Move /home to /usr/home and create a symlink from former to later, to avoid applications that "remember" absolute paths breaking.


----------



## GrandFelix (Sep 4, 2012)

Huh, that was easy  I didn't know that this would work so easily  And why /home was not under /usr/home? Since when this is the default option? I was not working with FreeBSD about three years so it looks like I have missed a lot


----------



## xibo (Sep 5, 2012)

/usr/home was the default in 8.2
/home seems to be the default in 9.0

Most poeple are using an extra partition/pool for user homes though, which makes this mostly irrelevant (there might be alot of software, especially GNU ones, that expects the home paths to be exclusively in /home though).


----------



## SirDice (Sep 5, 2012)

You can copy the files using the normal cp(1) command.

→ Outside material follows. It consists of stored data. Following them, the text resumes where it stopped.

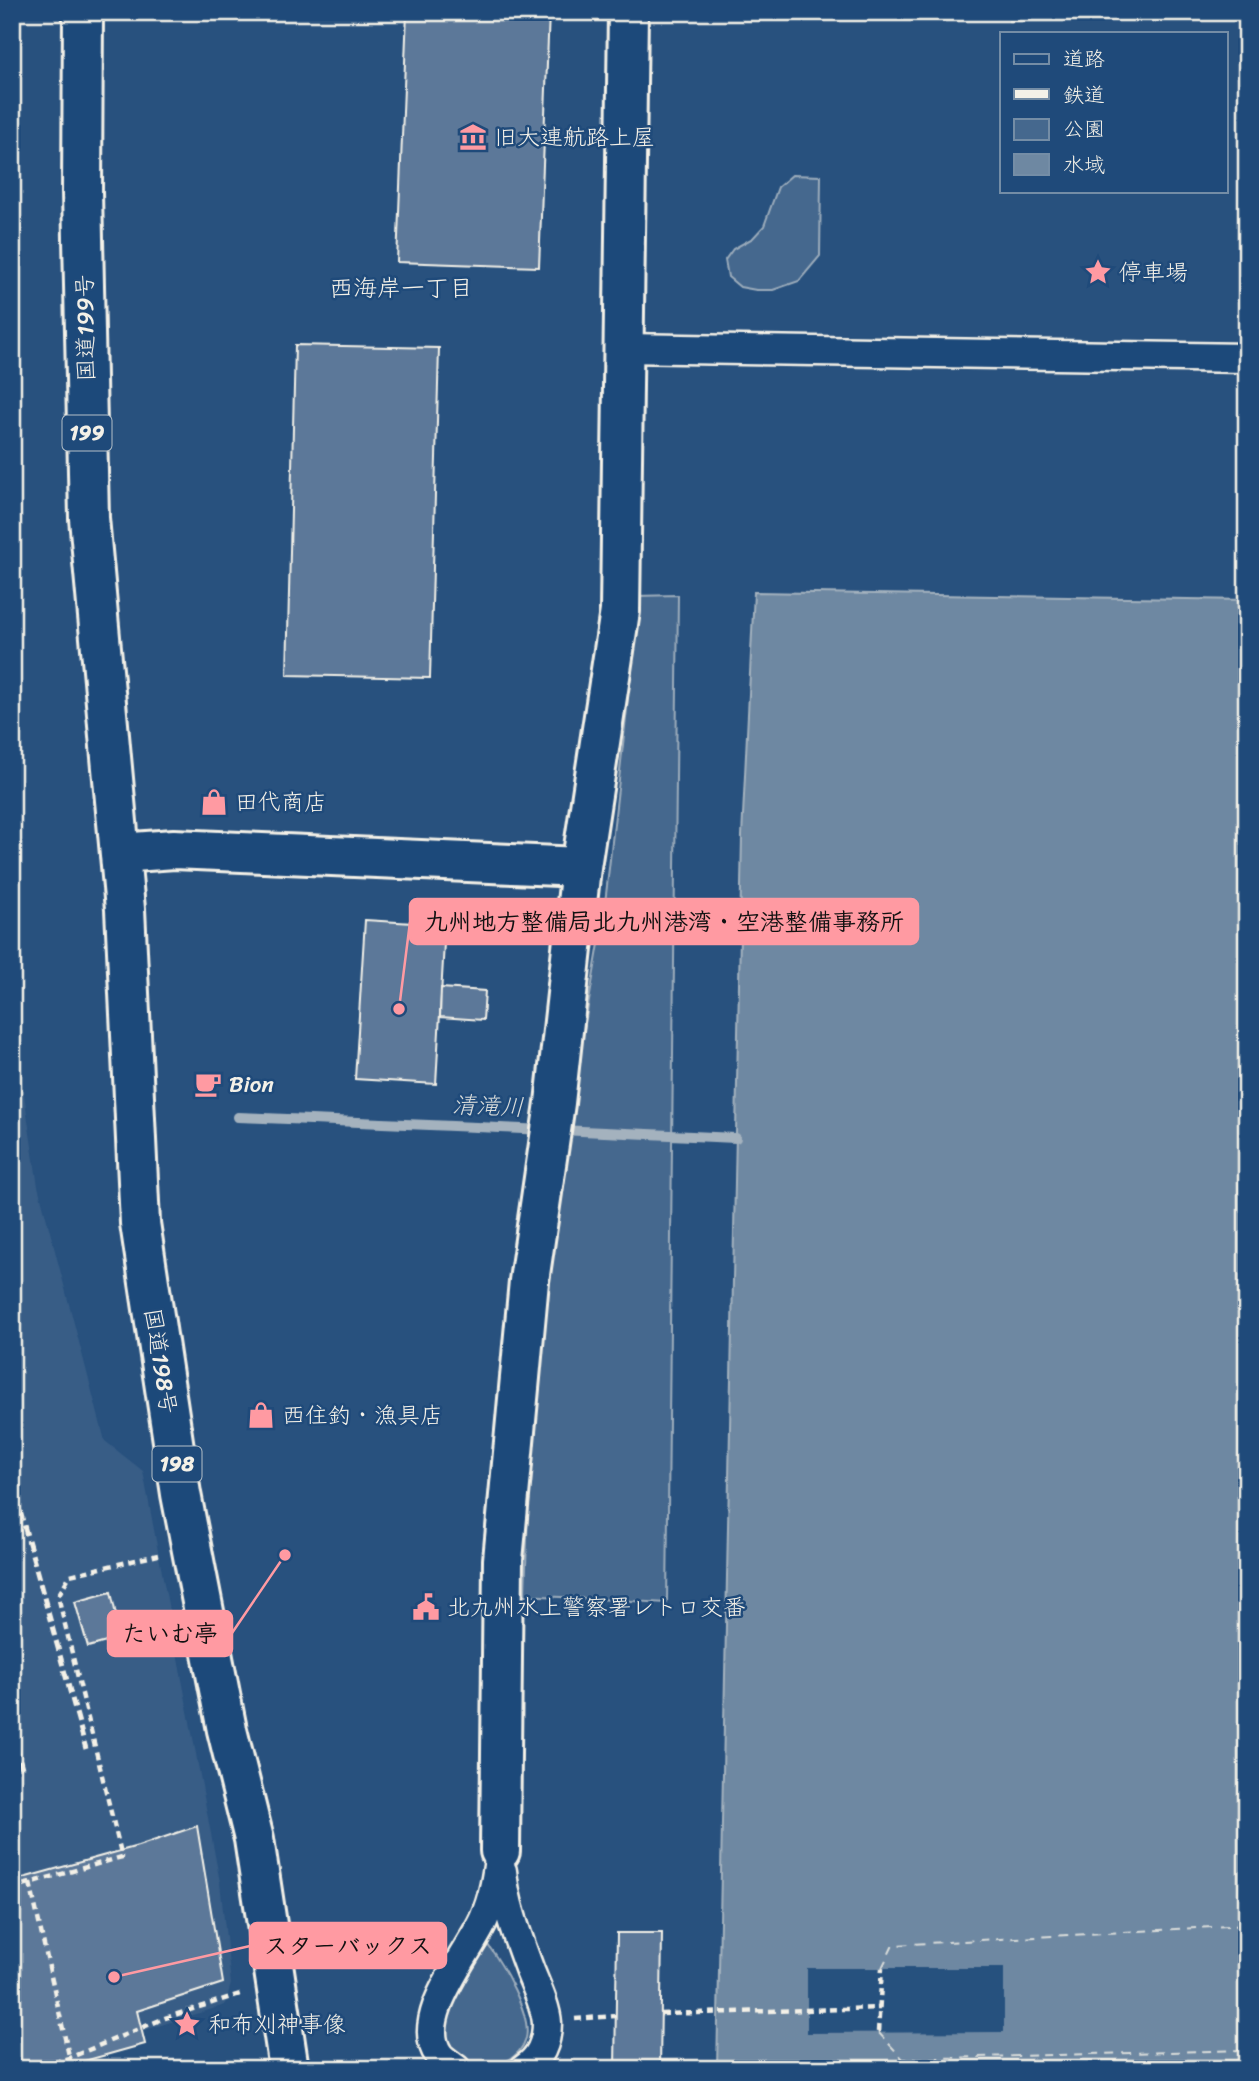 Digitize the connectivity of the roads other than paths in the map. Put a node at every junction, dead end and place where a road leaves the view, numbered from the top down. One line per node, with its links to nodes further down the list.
1 (82, 12): 5 (main road, 国道199号 / 199)
2 (628, 12): 3 (main road)
3 (623, 348): 4 (street); 6 (main road)
4 (1247, 358)
5 (120, 853): 6 (main road); 8 (main road, 国道198号 / 198)
6 (581, 867): 7 (main road)
7 (500, 1851): 9 (street); 10 (street)
8 (289, 2069)
9 (456, 2069)
10 (524, 2069) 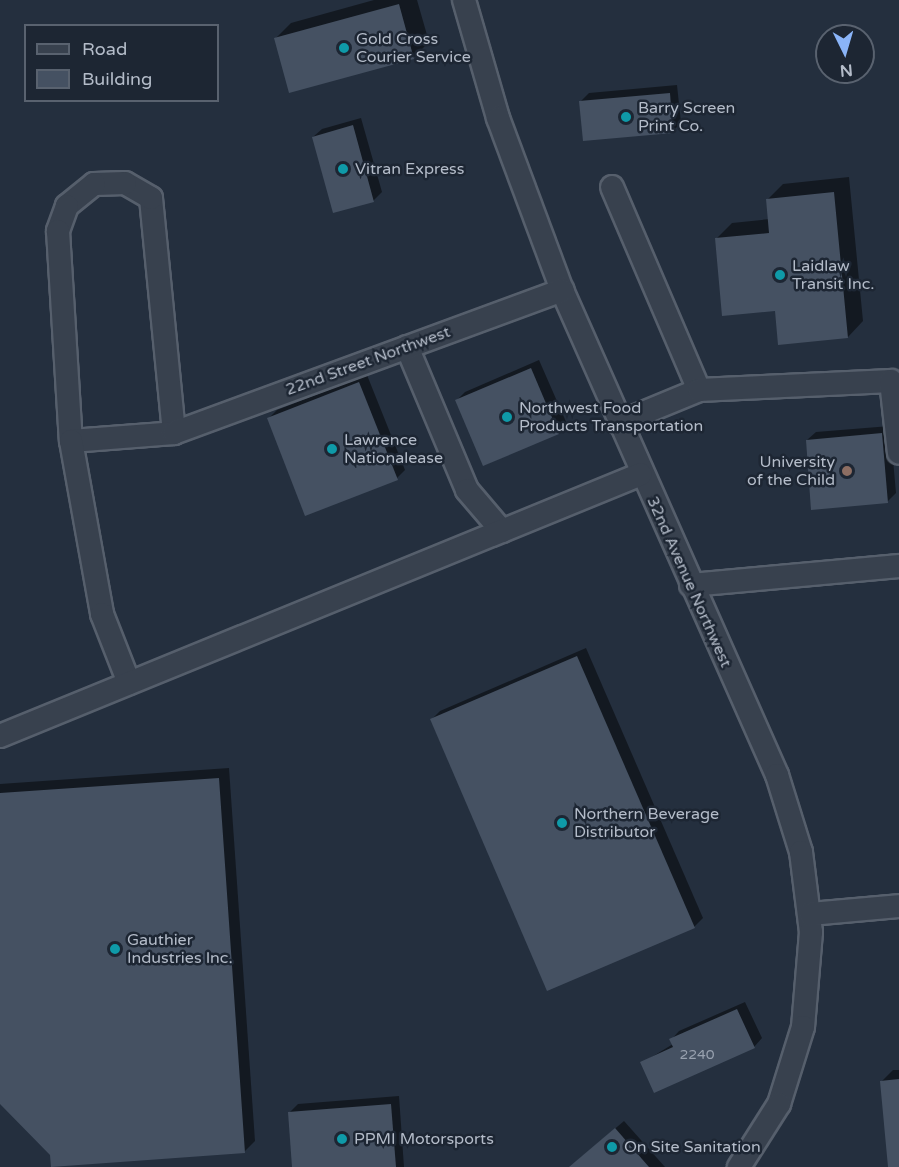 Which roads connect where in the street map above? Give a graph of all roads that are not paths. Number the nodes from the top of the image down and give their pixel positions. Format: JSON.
{"nodes":[{"id":1,"x":464,"y":0,"type":"edge"},
{"id":2,"x":612,"y":188,"type":"dead end"},
{"id":3,"x":562,"y":290,"type":"junction"},
{"id":4,"x":407,"y":346,"type":"junction"},
{"id":5,"x":699,"y":390,"type":"junction"},
{"id":6,"x":619,"y":423,"type":"junction"},
{"id":7,"x":174,"y":432,"type":"junction"},
{"id":8,"x":71,"y":441,"type":"junction"},
{"id":9,"x":899,"y":453,"type":"edge"},
{"id":10,"x":640,"y":474,"type":"junction"},
{"id":11,"x":502,"y":531,"type":"junction"},
{"id":12,"x":899,"y":566,"type":"edge"},
{"id":13,"x":691,"y":585,"type":"junction"},
{"id":14,"x":129,"y":683,"type":"junction"},
{"id":15,"x":0,"y":736,"type":"edge"},
{"id":16,"x":899,"y":906,"type":"edge"},
{"id":17,"x":810,"y":914,"type":"junction"},
{"id":18,"x":739,"y":1167,"type":"edge"}],
"edges":[{"from":1,"to":3,"type":"street","name":"32nd Avenue Northwest"},
{"from":2,"to":5,"type":"street"},
{"from":3,"to":4,"type":"street","name":"22nd Street Northwest"},
{"from":3,"to":6,"type":"street","name":"32nd Avenue Northwest"},
{"from":4,"to":7,"type":"street","name":"22nd Street Northwest"},
{"from":4,"to":11,"type":"street"},
{"from":5,"to":6,"type":"street"},
{"from":5,"to":9,"type":"street"},
{"from":6,"to":10,"type":"street","name":"32nd Avenue Northwest"},
{"from":7,"to":8,"type":"street","name":"22nd Street Northwest"},
{"from":7,"to":8,"type":"street"},
{"from":8,"to":14,"type":"street"},
{"from":10,"to":11,"type":"street"},
{"from":10,"to":13,"type":"street","name":"32nd Avenue Northwest"},
{"from":11,"to":14,"type":"street"},
{"from":12,"to":13,"type":"street"},
{"from":13,"to":17,"type":"street","name":"32nd Avenue Northwest"},
{"from":14,"to":15,"type":"street"},
{"from":16,"to":17,"type":"street"},
{"from":17,"to":18,"type":"street","name":"32nd Avenue Northwest"}]}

But it's better to do it this way:

`# tar -C / -cf - home | tar -C /usr -xvf -`

If users have hard and/or softlinks a regular cp(1) will break them, this won't.


----------



## jb_fvwm2 (Sep 5, 2012)

SirDice said:
			
		

> You can copy the files using the normal cp(1) command. But it's better to do it this way:
> 
> `# tar -C / -cf - home | tar -C /usr -xvf -`
> 
> If users have hard and/or softlinks a regular cp(1) will break them, this won't.

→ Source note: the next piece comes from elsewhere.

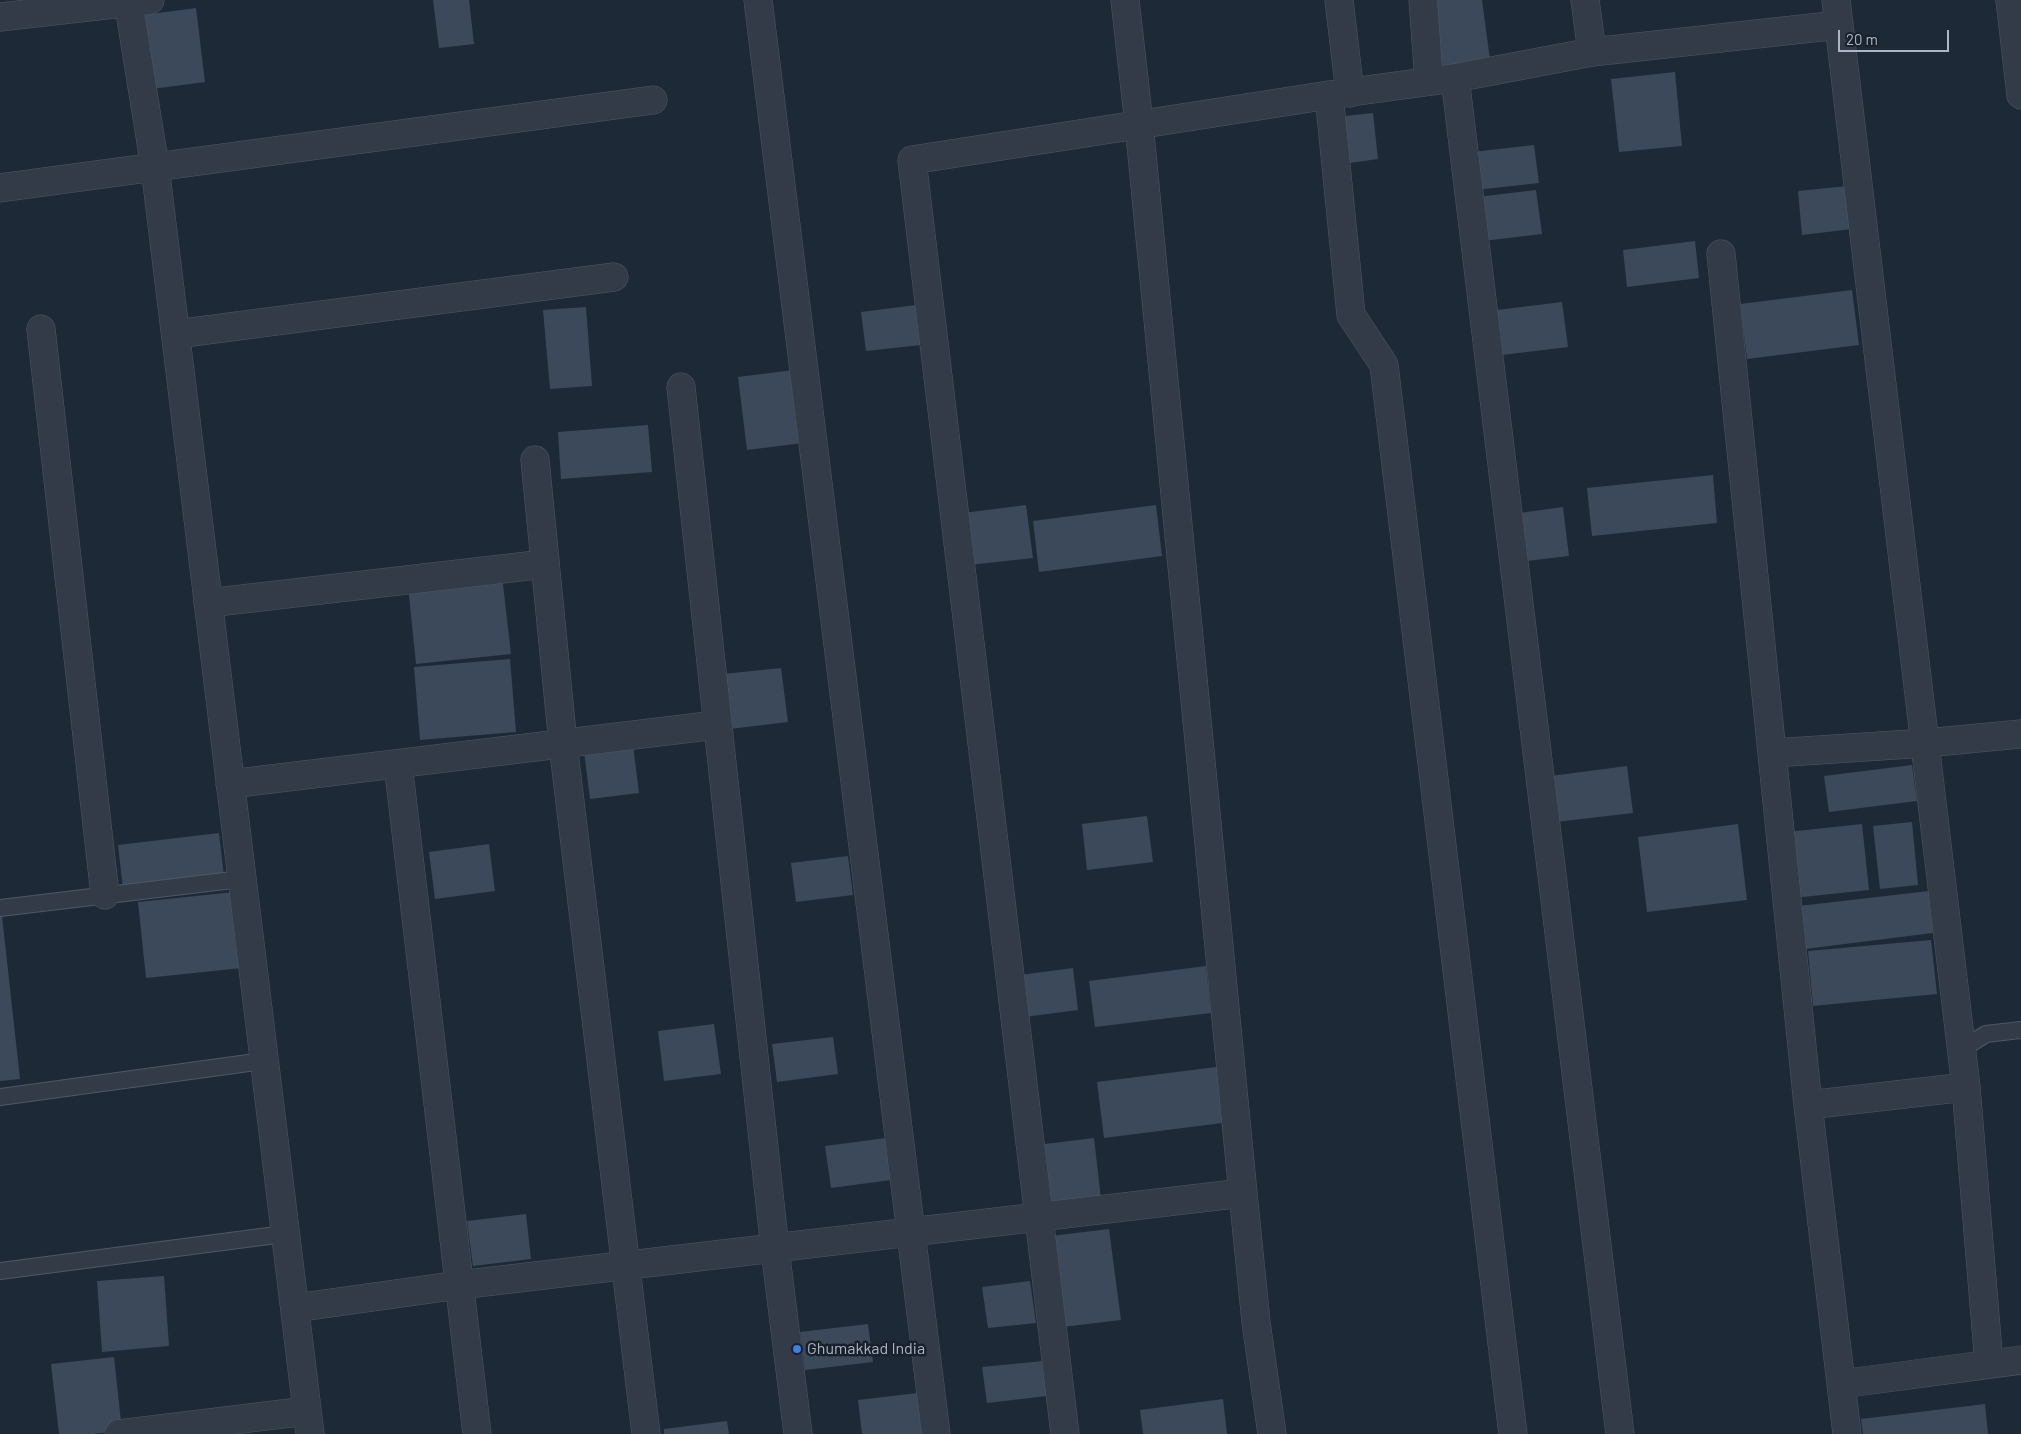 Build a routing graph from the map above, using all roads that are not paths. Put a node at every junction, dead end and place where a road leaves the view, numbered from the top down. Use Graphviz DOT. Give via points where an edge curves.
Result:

I just put that in my  /etc/motd  (where I save useful CLI). Usually, I need the *exact* syntax and 
sometimes, while guessing, I've incurred  an extra subdirectory in the path of the target.


----------



## SirDice (Sep 5, 2012)

The fun part about that one-liner is that you can also use it to transfer to another machine simply by adding the ssh(1) command to it.

Push:
[cmd=]tar -C / -cf - home | ssh someother.machine tar -C / -xvf -[/cmd]
Pull:
[cmd=]ssh someother.machine tar -C / -cf home | tar -C / -xvf -[/cmd]


----------



## shitson (Sep 5, 2012)

What's the logic behind the change? I know everyone else is doing it but didn't we already have a symlink for /home anyway?

I also noticed that the sysinstaller in 9.3 is back to the original...


----------



## SirDice (Sep 5, 2012)

shitson said:
			
		

> What's the logic behind the change? I know everyone else is doing it but didn't we already have a symlink for /home anyway?

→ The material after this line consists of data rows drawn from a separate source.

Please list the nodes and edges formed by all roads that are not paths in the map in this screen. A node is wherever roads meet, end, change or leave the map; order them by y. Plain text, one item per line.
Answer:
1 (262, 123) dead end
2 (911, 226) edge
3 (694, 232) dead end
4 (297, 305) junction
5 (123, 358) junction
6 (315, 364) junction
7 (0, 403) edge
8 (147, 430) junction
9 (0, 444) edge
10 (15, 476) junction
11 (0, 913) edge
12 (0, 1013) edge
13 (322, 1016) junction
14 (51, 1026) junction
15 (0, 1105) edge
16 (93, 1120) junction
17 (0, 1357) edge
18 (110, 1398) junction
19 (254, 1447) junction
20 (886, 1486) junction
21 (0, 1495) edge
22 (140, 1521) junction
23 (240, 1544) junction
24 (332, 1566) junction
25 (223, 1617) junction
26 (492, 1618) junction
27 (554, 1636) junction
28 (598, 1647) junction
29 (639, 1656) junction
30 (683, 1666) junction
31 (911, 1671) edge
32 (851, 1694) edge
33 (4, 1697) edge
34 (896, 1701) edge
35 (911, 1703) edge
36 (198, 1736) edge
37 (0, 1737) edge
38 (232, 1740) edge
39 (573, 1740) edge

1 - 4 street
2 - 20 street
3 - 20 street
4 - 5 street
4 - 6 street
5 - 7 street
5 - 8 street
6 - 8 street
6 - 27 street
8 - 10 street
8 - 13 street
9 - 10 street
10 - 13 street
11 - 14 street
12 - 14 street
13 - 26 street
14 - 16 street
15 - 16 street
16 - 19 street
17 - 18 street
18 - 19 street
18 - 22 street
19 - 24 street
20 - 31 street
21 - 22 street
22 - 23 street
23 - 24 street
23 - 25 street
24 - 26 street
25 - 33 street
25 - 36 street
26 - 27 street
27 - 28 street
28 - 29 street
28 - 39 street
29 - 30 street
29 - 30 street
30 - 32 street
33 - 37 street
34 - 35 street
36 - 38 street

Not sure but the default install on 9.0+ creates one large / filesystem anyway. 



> I also noticed that the sysinstaller in 9.3 is back to the original...


You probably mean 8.3 and it's not back to the original, the 8.x train never got the new installer.


----------



## wblock@ (Sep 5, 2012)

I think this is due to the one big filesystem default.  All of my 9.x systems are split-filesystem, with /, /var, and /usr.  All have /home symlinked to /usr/home without me doing anything.


----------